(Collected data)
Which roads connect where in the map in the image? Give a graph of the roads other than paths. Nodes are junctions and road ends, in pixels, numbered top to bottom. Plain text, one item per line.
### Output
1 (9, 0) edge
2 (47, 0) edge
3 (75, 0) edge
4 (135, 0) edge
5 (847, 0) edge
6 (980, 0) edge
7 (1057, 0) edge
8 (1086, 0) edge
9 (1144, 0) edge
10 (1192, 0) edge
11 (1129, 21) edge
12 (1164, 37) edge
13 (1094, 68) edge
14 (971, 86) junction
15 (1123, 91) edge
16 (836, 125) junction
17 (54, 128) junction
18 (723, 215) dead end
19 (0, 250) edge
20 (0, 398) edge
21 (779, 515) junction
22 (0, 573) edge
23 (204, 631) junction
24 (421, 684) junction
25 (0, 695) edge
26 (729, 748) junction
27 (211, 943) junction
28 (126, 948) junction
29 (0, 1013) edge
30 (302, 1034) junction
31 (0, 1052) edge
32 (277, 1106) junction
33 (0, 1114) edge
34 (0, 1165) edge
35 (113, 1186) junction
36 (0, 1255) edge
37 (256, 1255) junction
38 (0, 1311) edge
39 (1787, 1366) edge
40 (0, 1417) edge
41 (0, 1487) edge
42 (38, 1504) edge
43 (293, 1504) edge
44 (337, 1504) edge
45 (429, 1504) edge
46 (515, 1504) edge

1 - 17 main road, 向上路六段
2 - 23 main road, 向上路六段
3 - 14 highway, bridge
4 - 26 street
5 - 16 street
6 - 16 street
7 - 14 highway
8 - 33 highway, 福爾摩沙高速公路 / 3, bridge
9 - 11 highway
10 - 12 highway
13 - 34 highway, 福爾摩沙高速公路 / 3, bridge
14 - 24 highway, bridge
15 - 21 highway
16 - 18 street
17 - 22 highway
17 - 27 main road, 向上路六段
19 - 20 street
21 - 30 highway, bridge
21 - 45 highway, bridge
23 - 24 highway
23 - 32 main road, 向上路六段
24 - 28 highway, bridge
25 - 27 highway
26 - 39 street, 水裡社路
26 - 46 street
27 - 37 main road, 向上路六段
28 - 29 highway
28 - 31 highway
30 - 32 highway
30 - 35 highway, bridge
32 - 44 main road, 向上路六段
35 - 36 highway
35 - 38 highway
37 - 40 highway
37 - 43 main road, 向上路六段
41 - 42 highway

ACTIVITY = Your task is to reproduce all the data exactly as shown.

ANSWER TO THIS PROBLEM =
Which roads connect where in the map in the image? Give a graph of the roads other than paths. Nodes are junctions and road ends, in pixels, numbered top to bottom. Plain text, one item per line.
### Output
1 (9, 0) edge
2 (47, 0) edge
3 (75, 0) edge
4 (135, 0) edge
5 (847, 0) edge
6 (980, 0) edge
7 (1057, 0) edge
8 (1086, 0) edge
9 (1144, 0) edge
10 (1192, 0) edge
11 (1129, 21) edge
12 (1164, 37) edge
13 (1094, 68) edge
14 (971, 86) junction
15 (1123, 91) edge
16 (836, 125) junction
17 (54, 128) junction
18 (723, 215) dead end
19 (0, 250) edge
20 (0, 398) edge
21 (779, 515) junction
22 (0, 573) edge
23 (204, 631) junction
24 (421, 684) junction
25 (0, 695) edge
26 (729, 748) junction
27 (211, 943) junction
28 (126, 948) junction
29 (0, 1013) edge
30 (302, 1034) junction
31 (0, 1052) edge
32 (277, 1106) junction
33 (0, 1114) edge
34 (0, 1165) edge
35 (113, 1186) junction
36 (0, 1255) edge
37 (256, 1255) junction
38 (0, 1311) edge
39 (1787, 1366) edge
40 (0, 1417) edge
41 (0, 1487) edge
42 (38, 1504) edge
43 (293, 1504) edge
44 (337, 1504) edge
45 (429, 1504) edge
46 (515, 1504) edge

1 - 17 main road, 向上路六段
2 - 23 main road, 向上路六段
3 - 14 highway, bridge
4 - 26 street
5 - 16 street
6 - 16 street
7 - 14 highway
8 - 33 highway, 福爾摩沙高速公路 / 3, bridge
9 - 11 highway
10 - 12 highway
13 - 34 highway, 福爾摩沙高速公路 / 3, bridge
14 - 24 highway, bridge
15 - 21 highway
16 - 18 street
17 - 22 highway
17 - 27 main road, 向上路六段
19 - 20 street
21 - 30 highway, bridge
21 - 45 highway, bridge
23 - 24 highway
23 - 32 main road, 向上路六段
24 - 28 highway, bridge
25 - 27 highway
26 - 39 street, 水裡社路
26 - 46 street
27 - 37 main road, 向上路六段
28 - 29 highway
28 - 31 highway
30 - 32 highway
30 - 35 highway, bridge
32 - 44 main road, 向上路六段
35 - 36 highway
35 - 38 highway
37 - 40 highway
37 - 43 main road, 向上路六段
41 - 42 highway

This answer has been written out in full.